Hua was evidently reacting to a Navy Times report that the US Navy was planning to send a surface combatant within 12 nautical miles of a Chinese island in the South China Sea in a bid to preserve freedom of navigation for itself and others.

In the Spratly chain, China has been dredging sand to transform shoals and reefs—some of them submerged—into artificial islands, now known as the “Great Wall of Sand.” Beijing claims those new islands are entitled to a 12-nautical-mile band of territorial water.

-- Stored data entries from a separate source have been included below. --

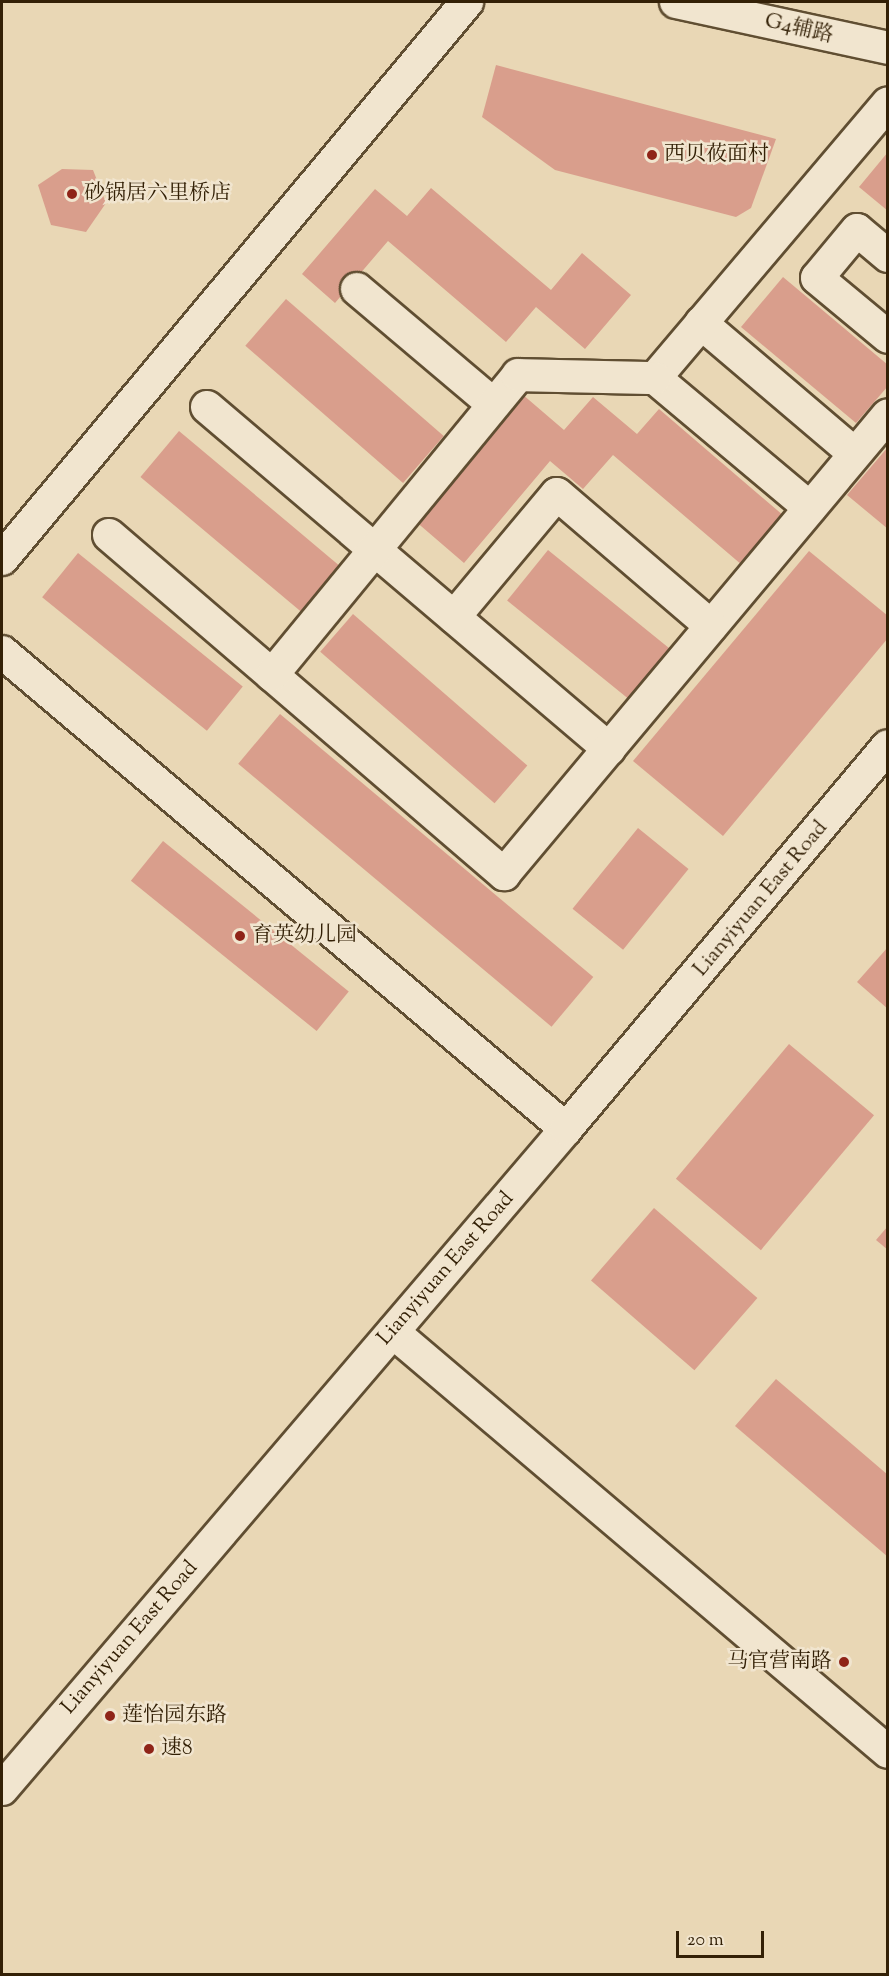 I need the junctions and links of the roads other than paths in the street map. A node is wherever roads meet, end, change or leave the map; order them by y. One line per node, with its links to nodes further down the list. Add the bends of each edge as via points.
1 (467, 2): 17 (street)
2 (676, 2): 3 (street, G4辅路)
3 (888, 48)
4 (888, 104): 7 (street)
5 (888, 256): 8 (street, via 857,230 817,278)
6 (357, 289): 10 (street)
7 (701, 324): 9 (street); 13 (street)
8 (888, 337)
9 (655, 378): 10 (street, via 518,375); 14 (street)
10 (493, 404): 16 (street)
11 (207, 407): 16 (street)
12 (888, 415): 13 (street)
13 (855, 454): 14 (street)
14 (810, 508): 19 (street)
15 (109, 536): 21 (street)
16 (374, 549): 18 (street); 21 (street)
17 (2, 559)
18 (454, 617): 19 (street, via 557,494); 23 (street)
19 (711, 626): 23 (street)
20 (2, 652): 24 (street)
21 (272, 675): 23 (street, via 504,874)
22 (888, 746): 24 (street, Lianyiyuan East Road)
23 (609, 749)
24 (566, 1129): 25 (street, Lianyiyuan East Road)
25 (393, 1332): 26 (street); 27 (street, Lianyiyuan East Road)
26 (888, 1752)
27 (2, 1789) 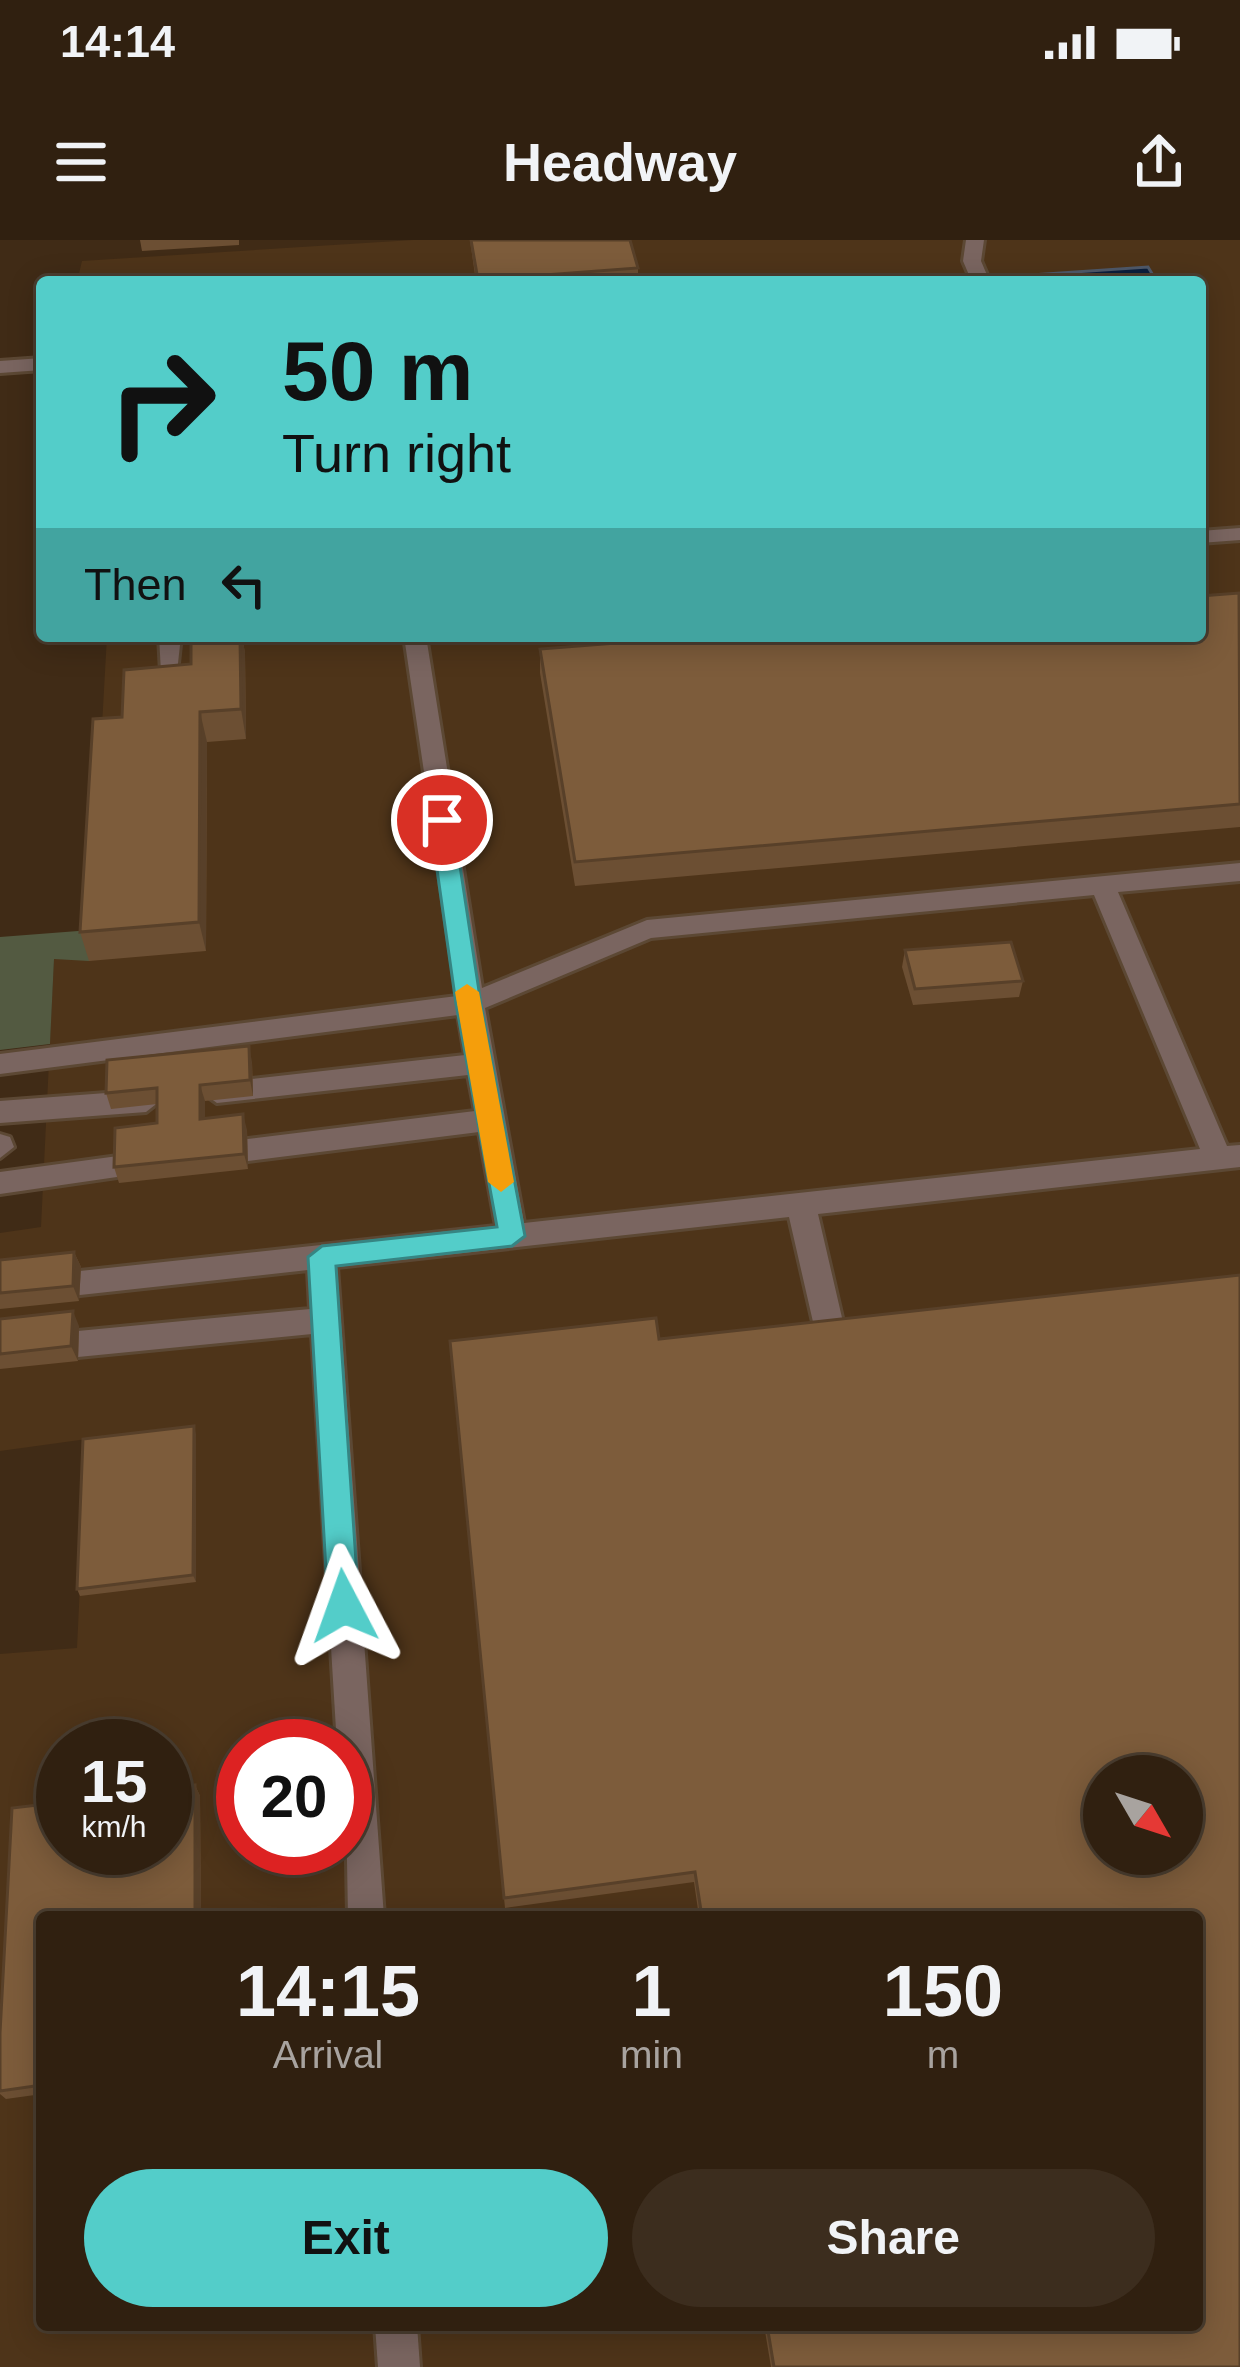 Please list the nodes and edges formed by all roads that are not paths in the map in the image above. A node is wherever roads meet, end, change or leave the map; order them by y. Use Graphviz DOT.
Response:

The UN Convention on the Law of the Sea, which China has ratified, and customary international law permit a state to claim such a band only with respect to features that were visible above water at high tide before reclamation. 

The US, which has not ratified UNCLOS, takes the position that it has the right to sail near or fly over the reclamations of once-submerged features under customary law.

American admirals, the Navy Times reported Thursday, are now hopeful about obtaining permission from the Obama administration for the Fonops, a freedom of navigation exercise or operation. As the paper stated, “Navy officials believe approval of the mission is imminent.”

Approval was not imminent in late July when Politico reported that the administration was not granting approval. Then, it appeared White House officials wanted to wait until President Obama had an opportunity to talk about China’s island building with his Chinese counterpart, Xi Jinping, during the state visit last month.

It’s not clear how those discussions went, but on Tuesday both the New York Times and Wall Street Journal reported that a Fonop will occur soon. The Times stated that US officials had briefed countries in the region of the plan to conduct such a patrol. “It’s just a matter of time when it happens,” a “US official” told the Journal.

Beijing, for its part, has been working overtime to prevent what it considers to be an incursion by the US Navy. In addition to Hua’s warning, the People’s Liberation Army has been adding its voice. Hong Kong’s South China Morning Post reported on Thursday that a “source close to the PLA” said that the Second Artillery, which is responsible for the country’s nuclear forces, could fire on an American ship should it conduct a freedom of navigation exercise.

Chinese hypocrisy—and arrogance—is breathtaking. Early September, five Chinese warships sailed within 12 nautical miles of one of the Aleutians without seeking permission to do so, apparently taking the position that their transit constituted “innocent passage.” So Beijing believes it has the right to intrude into American territorial waters and the US does not have the right to sail international waters close to China’s reclaimed features.

There are lessons for American policymakers here. The US has historically promoted a broad view of innocent passage as a means of defending freedom of navigation. Washington hoped that China would follow its example and similarly adopt an expansive view. That hope, by now, has been dashed.

Yet this is not just an issue of China disappointing America on rights to the high seas. Beijing’s blatant disregard of rules in this instance should prompt the rethinking of Washington’s long-term goal of trying to “enmesh” China into the international system by getting it to sign agreements. If Beijing does not think it is bound by obligations it has undertaken, then what is the point? 

Yes, the US needs to sail close to China’s features in the Spratlys, even if Beijing gets upset, because Washington has to protect the global commons. More important, however, American policymakers should abandon the hope that aggressors will be tamed by rules, just because Americans think that would be nice.

Beijing just threw down a challenge to the rules-based international system. Washington needs to understand the implications.